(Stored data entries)
■ ■ ■ ■ ■ ■ ■

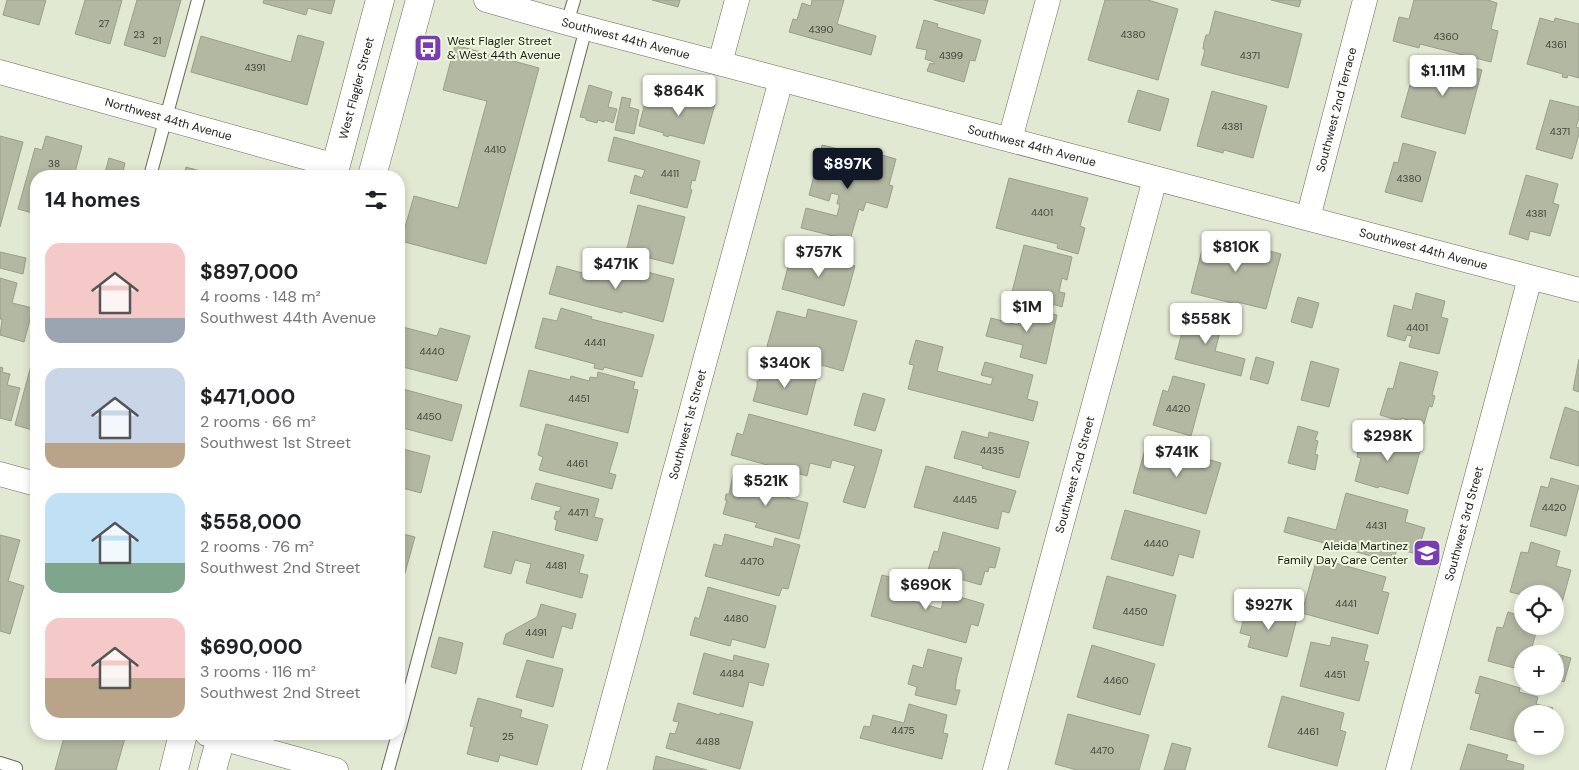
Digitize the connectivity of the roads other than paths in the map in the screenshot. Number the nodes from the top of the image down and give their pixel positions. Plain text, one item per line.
1 (198, 0) edge
2 (380, 0) edge
3 (420, 0) edge
4 (486, 0) edge
5 (574, 0) edge
6 (737, 0) edge
7 (1048, 0) edge
8 (1365, 0) edge
9 (577, 26) junction
10 (720, 63) junction
11 (0, 72) edge
12 (781, 80) junction
13 (166, 118) junction
14 (1010, 139) junction
15 (152, 170) edge
16 (327, 170) edge
17 (337, 170) edge
18 (374, 170) edge
19 (1156, 179) junction
20 (1308, 218) junction
21 (1530, 278) junction
22 (1579, 290) edge
23 (0, 474) edge
24 (30, 482) edge
25 (405, 705) edge
26 (182, 740) edge
27 (215, 740) edge
28 (233, 740) edge
29 (396, 740) edge
30 (0, 764) edge
31 (15, 770) edge
32 (174, 770) edge
33 (212, 770) edge
34 (336, 770) edge
35 (388, 770) edge
36 (594, 770) edge
37 (995, 770) edge
38 (1398, 770) edge

1 - 13 lane
2 - 17 main road, West Flagler Street
3 - 18 main road
4 - 9 street, Southwest 44th Avenue
5 - 9 lane
6 - 10 street
7 - 14 street
8 - 20 street, Southwest 2nd Terrace
9 - 10 street, Southwest 44th Avenue
9 - 25 lane
10 - 12 street, Southwest 44th Avenue
11 - 13 street, Northwest 44th Avenue
12 - 14 street, Southwest 44th Avenue
12 - 36 street, Southwest 1st Street
13 - 15 lane
13 - 16 street, Northwest 44th Avenue
14 - 19 street, Southwest 44th Avenue
19 - 20 street, Southwest 44th Avenue
19 - 37 street, Southwest 2nd Street
20 - 21 street, Southwest 44th Avenue
21 - 22 street, Southwest 44th Avenue
21 - 38 street, Southwest 3rd Street
23 - 24 street
26 - 32 main road
27 - 33 main road
28 - 34 street
29 - 35 lane
30 - 31 lane

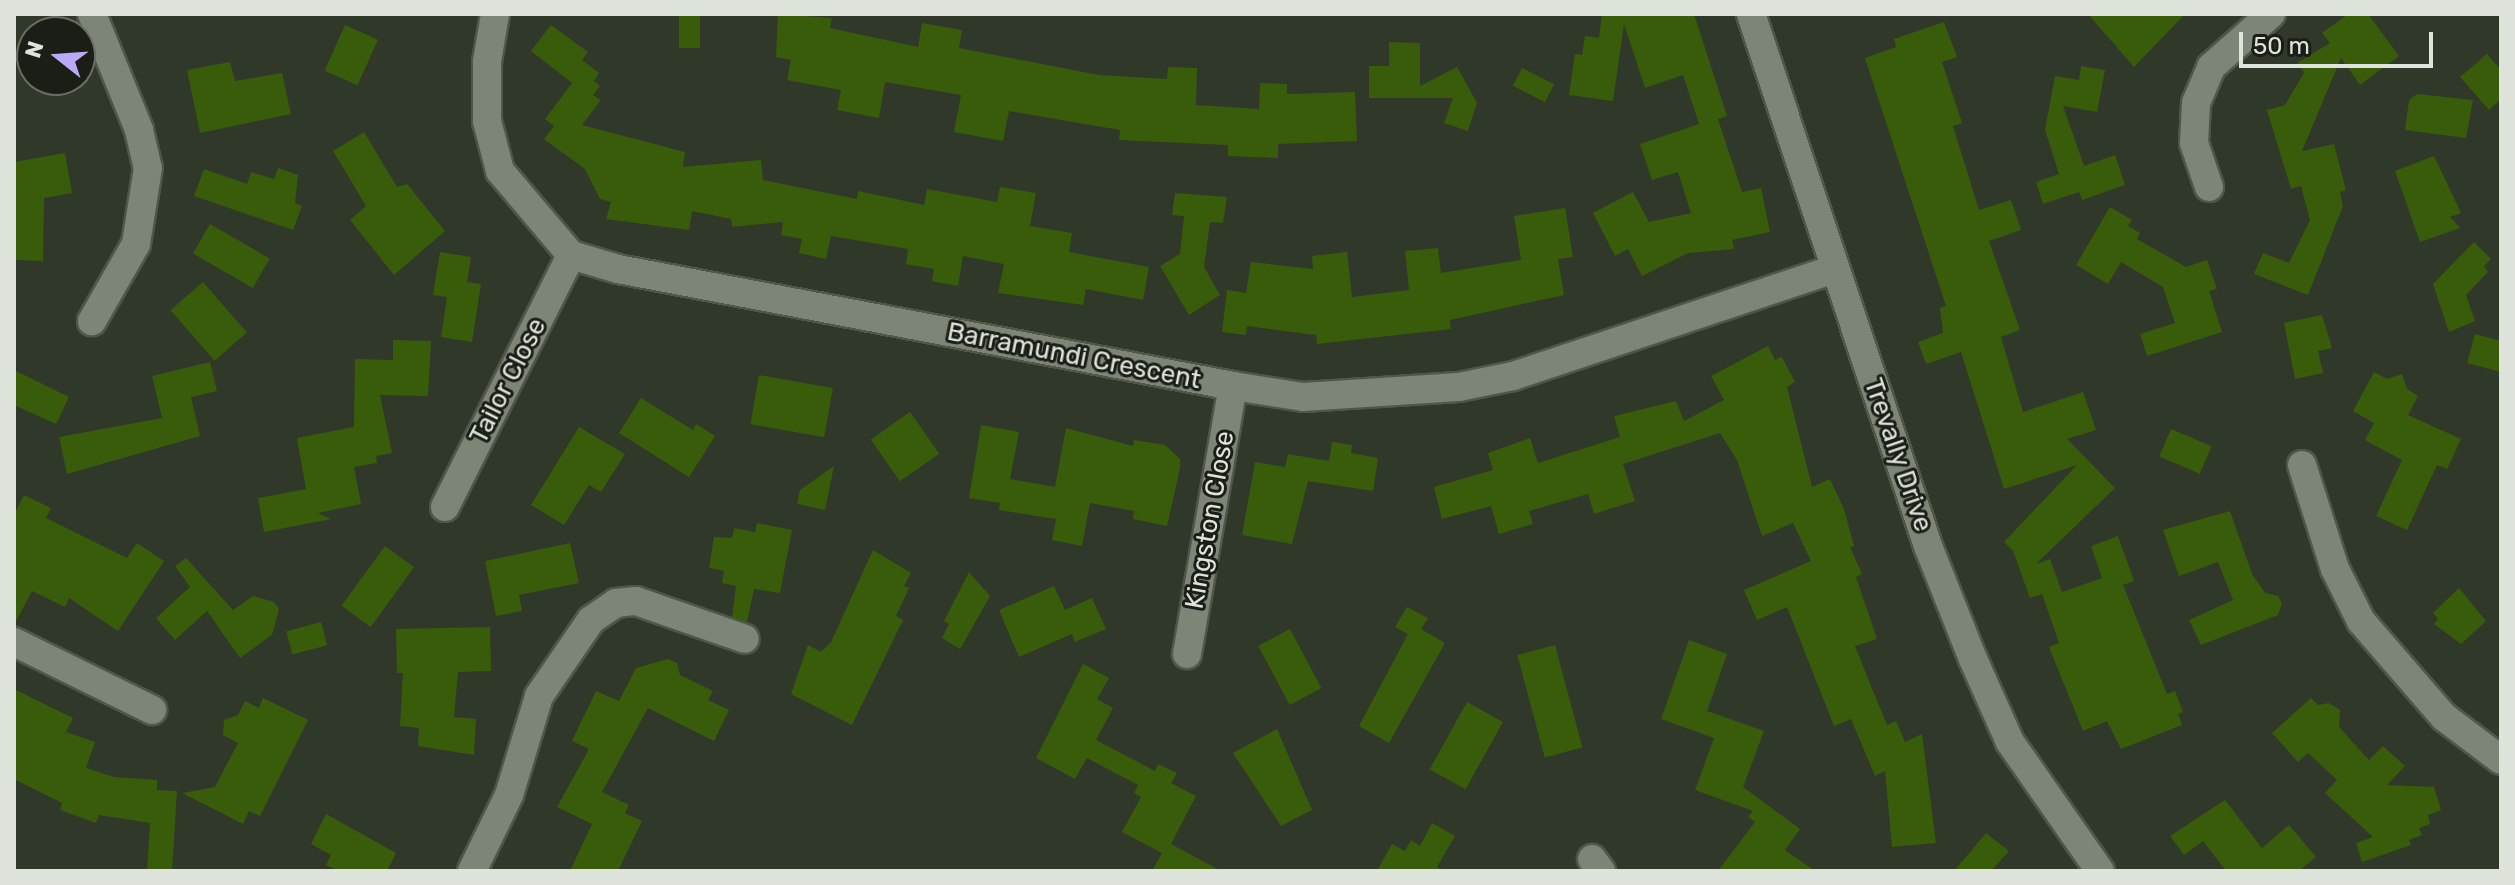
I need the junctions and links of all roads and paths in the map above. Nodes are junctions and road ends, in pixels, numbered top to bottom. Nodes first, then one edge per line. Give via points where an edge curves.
1 (92, 14) edge
2 (495, 14) edge
3 (1751, 14) edge
4 (2271, 14) edge
5 (2209, 187) dead end
6 (571, 255) junction
7 (1835, 269) junction
8 (92, 321) dead end
9 (1233, 386) junction
10 (2302, 465) dead end
11 (445, 507) dead end
12 (745, 639) dead end
13 (14, 642) edge
14 (1187, 654) dead end
15 (152, 710) dead end
16 (2501, 760) edge
17 (2092, 868) edge
18 (472, 871) edge

1 - 8 street via 139,130 148,168 136,244
2 - 6 street via 487,62 487,121 500,171
3 - 7 street, Trevally Drive
4 - 5 street via 2211,67 2196,103 2194,143
6 - 9 street, Barramundi Crescent via 618,269
6 - 11 street, Tailor Close
7 - 9 street, Barramundi Crescent via 1513,376 1459,387 1317,397
7 - 17 street, Trevally Drive via 1928,546 1973,659 2010,742
9 - 14 street, Kingston Close
10 - 16 street via 2335,569 2361,621 2444,717
12 - 18 street via 636,601 616,603 591,620 539,696 509,795
13 - 15 street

■ ■ ■ ■ ■ ■ ■

To do
Copy out all lines above holding "Southwest".

Output below
4 - 9 street, Southwest 44th Avenue
8 - 20 street, Southwest 2nd Terrace
9 - 10 street, Southwest 44th Avenue
10 - 12 street, Southwest 44th Avenue
12 - 14 street, Southwest 44th Avenue
12 - 36 street, Southwest 1st Street
14 - 19 street, Southwest 44th Avenue
19 - 20 street, Southwest 44th Avenue
19 - 37 street, Southwest 2nd Street
20 - 21 street, Southwest 44th Avenue
21 - 22 street, Southwest 44th Avenue
21 - 38 street, Southwest 3rd Street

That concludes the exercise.